Com Justin Brown na bateria e Harish Raghavan no baixo, Sam Harris no piano e, em duas das 11 faixas, com as vozes de Genevieve Artadi (“Cynical Sideliners”) e Jesus Diaz (“Tide of Hyacinth”), Ambrose Akinmusire (que além de assinar a produção, ainda se senta ao piano eléctrico em dois momentos do álbum, “Cynical Sideliners” e “Hooded Procession (Read The Names Out Loud)) assina um belíssimo registo feito tanto de contenção como de expansão, de vívida dimensão espiritual, meditativo e profundamente cerebral no sentido em que cada peça, ainda que tendo claro espaço de invenção e de coloração livre, parece ser o resultado de uma cuidada esquematização.
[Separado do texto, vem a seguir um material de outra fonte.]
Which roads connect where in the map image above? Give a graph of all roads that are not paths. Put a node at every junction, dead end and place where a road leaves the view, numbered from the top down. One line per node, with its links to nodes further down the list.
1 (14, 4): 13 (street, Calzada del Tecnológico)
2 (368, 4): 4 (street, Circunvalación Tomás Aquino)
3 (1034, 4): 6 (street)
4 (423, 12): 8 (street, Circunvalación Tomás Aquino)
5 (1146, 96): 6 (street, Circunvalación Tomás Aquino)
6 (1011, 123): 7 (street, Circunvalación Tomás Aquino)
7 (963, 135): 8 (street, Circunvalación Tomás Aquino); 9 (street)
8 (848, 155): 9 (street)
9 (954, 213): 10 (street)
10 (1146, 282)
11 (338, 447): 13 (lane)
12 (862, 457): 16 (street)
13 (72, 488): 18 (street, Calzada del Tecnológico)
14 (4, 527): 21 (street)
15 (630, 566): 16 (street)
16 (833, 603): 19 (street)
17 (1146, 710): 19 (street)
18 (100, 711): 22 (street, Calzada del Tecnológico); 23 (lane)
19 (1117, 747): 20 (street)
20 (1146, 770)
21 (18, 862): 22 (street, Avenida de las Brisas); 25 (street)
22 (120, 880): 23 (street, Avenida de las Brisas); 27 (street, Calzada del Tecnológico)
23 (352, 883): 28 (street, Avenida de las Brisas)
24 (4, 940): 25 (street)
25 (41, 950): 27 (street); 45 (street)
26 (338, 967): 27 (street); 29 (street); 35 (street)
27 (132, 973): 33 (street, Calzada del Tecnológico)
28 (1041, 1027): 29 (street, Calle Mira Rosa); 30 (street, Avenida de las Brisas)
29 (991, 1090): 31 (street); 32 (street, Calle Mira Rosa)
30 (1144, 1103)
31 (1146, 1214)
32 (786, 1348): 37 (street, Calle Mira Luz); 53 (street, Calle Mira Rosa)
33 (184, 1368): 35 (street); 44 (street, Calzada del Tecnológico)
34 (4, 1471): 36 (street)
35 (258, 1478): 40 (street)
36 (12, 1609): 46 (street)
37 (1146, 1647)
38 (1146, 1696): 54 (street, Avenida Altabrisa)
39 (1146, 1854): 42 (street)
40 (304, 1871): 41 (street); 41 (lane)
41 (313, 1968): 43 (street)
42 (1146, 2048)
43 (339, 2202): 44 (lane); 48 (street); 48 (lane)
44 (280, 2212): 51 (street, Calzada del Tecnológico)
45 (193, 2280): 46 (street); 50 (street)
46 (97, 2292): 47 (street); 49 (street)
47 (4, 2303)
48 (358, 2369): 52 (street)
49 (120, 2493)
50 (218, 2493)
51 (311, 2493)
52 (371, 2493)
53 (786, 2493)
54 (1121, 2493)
Isto é possível porque Akinmusire é mais um daqueles músicos que além do seu próprio instrumento, parece igualmente tocar o próprio ensemble que escolhe ter ao seu lado. O líder conhece muito bem a secção rítmica que o ampara já que tem, em diferentes contextos e combinações, tocado abundantemente com todos estes músicos na última década, desenvolvendo com eles uma química que se sente de forma nítida na forma como os instrumentos convivem e se encaixam ou derivam em cada uma das peças do alinhamento. Parecendo ancorada nos blues, esta é música cuja melancolia parece ecoar de forma particular nestes estranhos tempos que vivemos. Em “Blues (we measure the heart with a fist)”, Akinmusire explora toda a expressividade do seu trompete, arrancando ao silêncio um sopro que soa como um delicado drone em cima do qual um piano preparado vai largando pinceladas cromáticas abstractas. O tema é bem exemplificativo do tal carácter cerebral da sua música, um esquálido mantra em que se percebe de forma inequívoca como consegue Ambrose Akinmusire interagir de forma orgânica com o contrabaixo e a bateria, como se esta música fosse ilustrativa dos tortuosos caminhos que as raízes fazem para se fincarem no solo, contornando cada obstáculo, prevalecendo. E no final, sentado, sozinho, ao piano eléctrico, expondo dor em notas esparsas, Ambrose Akinmusire oferece-nos um fúnebre lamento enquanto dentro da nossa cabeça ecoam os nomes trágicos que os media têm depositado no centro das nossas vidas. Tão comovente como singelamente belo.